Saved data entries
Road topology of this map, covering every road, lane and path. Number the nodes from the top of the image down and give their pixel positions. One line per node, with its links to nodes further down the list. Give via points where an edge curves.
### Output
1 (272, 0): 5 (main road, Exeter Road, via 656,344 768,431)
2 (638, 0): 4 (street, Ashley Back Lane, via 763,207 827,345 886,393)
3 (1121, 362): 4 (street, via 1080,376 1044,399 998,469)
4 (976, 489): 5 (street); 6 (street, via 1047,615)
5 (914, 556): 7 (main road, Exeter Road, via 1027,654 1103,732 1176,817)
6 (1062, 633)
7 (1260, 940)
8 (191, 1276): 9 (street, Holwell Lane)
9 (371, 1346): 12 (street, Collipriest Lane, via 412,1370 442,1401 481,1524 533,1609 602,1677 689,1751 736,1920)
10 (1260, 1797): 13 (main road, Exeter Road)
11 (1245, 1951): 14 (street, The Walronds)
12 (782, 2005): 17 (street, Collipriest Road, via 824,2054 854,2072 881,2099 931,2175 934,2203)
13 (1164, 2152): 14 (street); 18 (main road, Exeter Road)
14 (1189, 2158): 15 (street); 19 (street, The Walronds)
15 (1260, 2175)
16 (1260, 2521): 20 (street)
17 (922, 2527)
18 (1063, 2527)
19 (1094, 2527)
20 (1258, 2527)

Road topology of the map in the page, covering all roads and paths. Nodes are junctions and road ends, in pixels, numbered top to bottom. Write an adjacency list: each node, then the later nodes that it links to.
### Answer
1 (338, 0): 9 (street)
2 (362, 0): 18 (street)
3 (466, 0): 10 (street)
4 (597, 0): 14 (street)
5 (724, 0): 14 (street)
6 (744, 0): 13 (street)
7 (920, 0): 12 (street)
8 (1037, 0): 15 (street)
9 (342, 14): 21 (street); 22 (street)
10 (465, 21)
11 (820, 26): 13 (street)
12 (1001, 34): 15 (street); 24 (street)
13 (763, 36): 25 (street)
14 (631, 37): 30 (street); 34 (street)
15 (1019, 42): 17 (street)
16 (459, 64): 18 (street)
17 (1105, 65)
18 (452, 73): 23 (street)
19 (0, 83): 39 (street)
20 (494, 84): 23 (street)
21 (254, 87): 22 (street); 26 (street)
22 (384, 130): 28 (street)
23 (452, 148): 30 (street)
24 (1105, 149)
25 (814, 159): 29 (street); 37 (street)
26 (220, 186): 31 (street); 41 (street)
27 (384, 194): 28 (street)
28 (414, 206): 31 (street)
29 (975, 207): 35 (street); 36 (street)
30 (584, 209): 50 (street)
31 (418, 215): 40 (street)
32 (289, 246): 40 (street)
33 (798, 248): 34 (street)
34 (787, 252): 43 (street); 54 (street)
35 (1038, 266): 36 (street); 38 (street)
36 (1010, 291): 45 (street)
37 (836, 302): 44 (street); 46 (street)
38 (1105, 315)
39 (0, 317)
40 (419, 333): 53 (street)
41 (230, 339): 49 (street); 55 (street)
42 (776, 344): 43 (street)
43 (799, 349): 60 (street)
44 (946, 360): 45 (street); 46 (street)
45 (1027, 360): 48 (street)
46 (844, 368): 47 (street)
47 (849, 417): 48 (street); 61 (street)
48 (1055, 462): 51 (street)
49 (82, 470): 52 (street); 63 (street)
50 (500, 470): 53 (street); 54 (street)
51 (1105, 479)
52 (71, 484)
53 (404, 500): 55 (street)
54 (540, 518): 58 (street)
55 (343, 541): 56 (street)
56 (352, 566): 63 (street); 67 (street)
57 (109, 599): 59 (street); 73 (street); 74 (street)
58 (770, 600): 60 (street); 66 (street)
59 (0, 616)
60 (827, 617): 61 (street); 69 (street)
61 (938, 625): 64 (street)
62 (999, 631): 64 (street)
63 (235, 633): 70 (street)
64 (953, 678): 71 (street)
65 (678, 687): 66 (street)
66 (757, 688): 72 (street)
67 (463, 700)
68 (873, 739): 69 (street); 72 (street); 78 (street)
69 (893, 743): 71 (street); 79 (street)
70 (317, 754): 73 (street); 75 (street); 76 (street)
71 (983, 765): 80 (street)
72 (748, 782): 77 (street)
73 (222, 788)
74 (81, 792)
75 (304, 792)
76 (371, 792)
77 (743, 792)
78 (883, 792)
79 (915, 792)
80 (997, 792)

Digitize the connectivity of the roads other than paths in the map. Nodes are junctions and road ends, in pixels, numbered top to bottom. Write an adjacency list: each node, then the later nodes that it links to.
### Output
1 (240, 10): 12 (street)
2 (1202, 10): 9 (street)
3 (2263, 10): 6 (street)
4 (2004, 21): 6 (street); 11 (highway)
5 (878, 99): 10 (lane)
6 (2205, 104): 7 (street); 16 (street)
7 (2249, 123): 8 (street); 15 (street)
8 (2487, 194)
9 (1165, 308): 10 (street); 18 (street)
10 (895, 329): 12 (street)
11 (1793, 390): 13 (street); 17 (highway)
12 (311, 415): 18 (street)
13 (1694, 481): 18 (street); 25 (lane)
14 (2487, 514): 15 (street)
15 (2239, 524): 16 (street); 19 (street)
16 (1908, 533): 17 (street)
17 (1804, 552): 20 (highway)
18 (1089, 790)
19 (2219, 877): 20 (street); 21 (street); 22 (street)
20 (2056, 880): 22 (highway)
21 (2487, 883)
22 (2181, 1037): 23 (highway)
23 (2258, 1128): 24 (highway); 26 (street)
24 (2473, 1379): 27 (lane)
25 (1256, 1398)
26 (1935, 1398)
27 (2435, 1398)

INSTRUCTIONS FOR THE TASK – Each record has to be given again exactly as written.

RESPONSE –
Road topology of this map, covering every road, lane and path. Number the nodes from the top of the image down and give their pixel positions. One line per node, with its links to nodes further down the list. Give via points where an edge curves.
### Output
1 (272, 0): 5 (main road, Exeter Road, via 656,344 768,431)
2 (638, 0): 4 (street, Ashley Back Lane, via 763,207 827,345 886,393)
3 (1121, 362): 4 (street, via 1080,376 1044,399 998,469)
4 (976, 489): 5 (street); 6 (street, via 1047,615)
5 (914, 556): 7 (main road, Exeter Road, via 1027,654 1103,732 1176,817)
6 (1062, 633)
7 (1260, 940)
8 (191, 1276): 9 (street, Holwell Lane)
9 (371, 1346): 12 (street, Collipriest Lane, via 412,1370 442,1401 481,1524 533,1609 602,1677 689,1751 736,1920)
10 (1260, 1797): 13 (main road, Exeter Road)
11 (1245, 1951): 14 (street, The Walronds)
12 (782, 2005): 17 (street, Collipriest Road, via 824,2054 854,2072 881,2099 931,2175 934,2203)
13 (1164, 2152): 14 (street); 18 (main road, Exeter Road)
14 (1189, 2158): 15 (street); 19 (street, The Walronds)
15 (1260, 2175)
16 (1260, 2521): 20 (street)
17 (922, 2527)
18 (1063, 2527)
19 (1094, 2527)
20 (1258, 2527)

Road topology of the map in the page, covering all roads and paths. Nodes are junctions and road ends, in pixels, numbered top to bottom. Write an adjacency list: each node, then the later nodes that it links to.
### Answer
1 (338, 0): 9 (street)
2 (362, 0): 18 (street)
3 (466, 0): 10 (street)
4 (597, 0): 14 (street)
5 (724, 0): 14 (street)
6 (744, 0): 13 (street)
7 (920, 0): 12 (street)
8 (1037, 0): 15 (street)
9 (342, 14): 21 (street); 22 (street)
10 (465, 21)
11 (820, 26): 13 (street)
12 (1001, 34): 15 (street); 24 (street)
13 (763, 36): 25 (street)
14 (631, 37): 30 (street); 34 (street)
15 (1019, 42): 17 (street)
16 (459, 64): 18 (street)
17 (1105, 65)
18 (452, 73): 23 (street)
19 (0, 83): 39 (street)
20 (494, 84): 23 (street)
21 (254, 87): 22 (street); 26 (street)
22 (384, 130): 28 (street)
23 (452, 148): 30 (street)
24 (1105, 149)
25 (814, 159): 29 (street); 37 (street)
26 (220, 186): 31 (street); 41 (street)
27 (384, 194): 28 (street)
28 (414, 206): 31 (street)
29 (975, 207): 35 (street); 36 (street)
30 (584, 209): 50 (street)
31 (418, 215): 40 (street)
32 (289, 246): 40 (street)
33 (798, 248): 34 (street)
34 (787, 252): 43 (street); 54 (street)
35 (1038, 266): 36 (street); 38 (street)
36 (1010, 291): 45 (street)
37 (836, 302): 44 (street); 46 (street)
38 (1105, 315)
39 (0, 317)
40 (419, 333): 53 (street)
41 (230, 339): 49 (street); 55 (street)
42 (776, 344): 43 (street)
43 (799, 349): 60 (street)
44 (946, 360): 45 (street); 46 (street)
45 (1027, 360): 48 (street)
46 (844, 368): 47 (street)
47 (849, 417): 48 (street); 61 (street)
48 (1055, 462): 51 (street)
49 (82, 470): 52 (street); 63 (street)
50 (500, 470): 53 (street); 54 (street)
51 (1105, 479)
52 (71, 484)
53 (404, 500): 55 (street)
54 (540, 518): 58 (street)
55 (343, 541): 56 (street)
56 (352, 566): 63 (street); 67 (street)
57 (109, 599): 59 (street); 73 (street); 74 (street)
58 (770, 600): 60 (street); 66 (street)
59 (0, 616)
60 (827, 617): 61 (street); 69 (street)
61 (938, 625): 64 (street)
62 (999, 631): 64 (street)
63 (235, 633): 70 (street)
64 (953, 678): 71 (street)
65 (678, 687): 66 (street)
66 (757, 688): 72 (street)
67 (463, 700)
68 (873, 739): 69 (street); 72 (street); 78 (street)
69 (893, 743): 71 (street); 79 (street)
70 (317, 754): 73 (street); 75 (street); 76 (street)
71 (983, 765): 80 (street)
72 (748, 782): 77 (street)
73 (222, 788)
74 (81, 792)
75 (304, 792)
76 (371, 792)
77 (743, 792)
78 (883, 792)
79 (915, 792)
80 (997, 792)

Digitize the connectivity of the roads other than paths in the map. Nodes are junctions and road ends, in pixels, numbered top to bottom. Write an adjacency list: each node, then the later nodes that it links to.
### Output
1 (240, 10): 12 (street)
2 (1202, 10): 9 (street)
3 (2263, 10): 6 (street)
4 (2004, 21): 6 (street); 11 (highway)
5 (878, 99): 10 (lane)
6 (2205, 104): 7 (street); 16 (street)
7 (2249, 123): 8 (street); 15 (street)
8 (2487, 194)
9 (1165, 308): 10 (street); 18 (street)
10 (895, 329): 12 (street)
11 (1793, 390): 13 (street); 17 (highway)
12 (311, 415): 18 (street)
13 (1694, 481): 18 (street); 25 (lane)
14 (2487, 514): 15 (street)
15 (2239, 524): 16 (street); 19 (street)
16 (1908, 533): 17 (street)
17 (1804, 552): 20 (highway)
18 (1089, 790)
19 (2219, 877): 20 (street); 21 (street); 22 (street)
20 (2056, 880): 22 (highway)
21 (2487, 883)
22 (2181, 1037): 23 (highway)
23 (2258, 1128): 24 (highway); 26 (street)
24 (2473, 1379): 27 (lane)
25 (1256, 1398)
26 (1935, 1398)
27 (2435, 1398)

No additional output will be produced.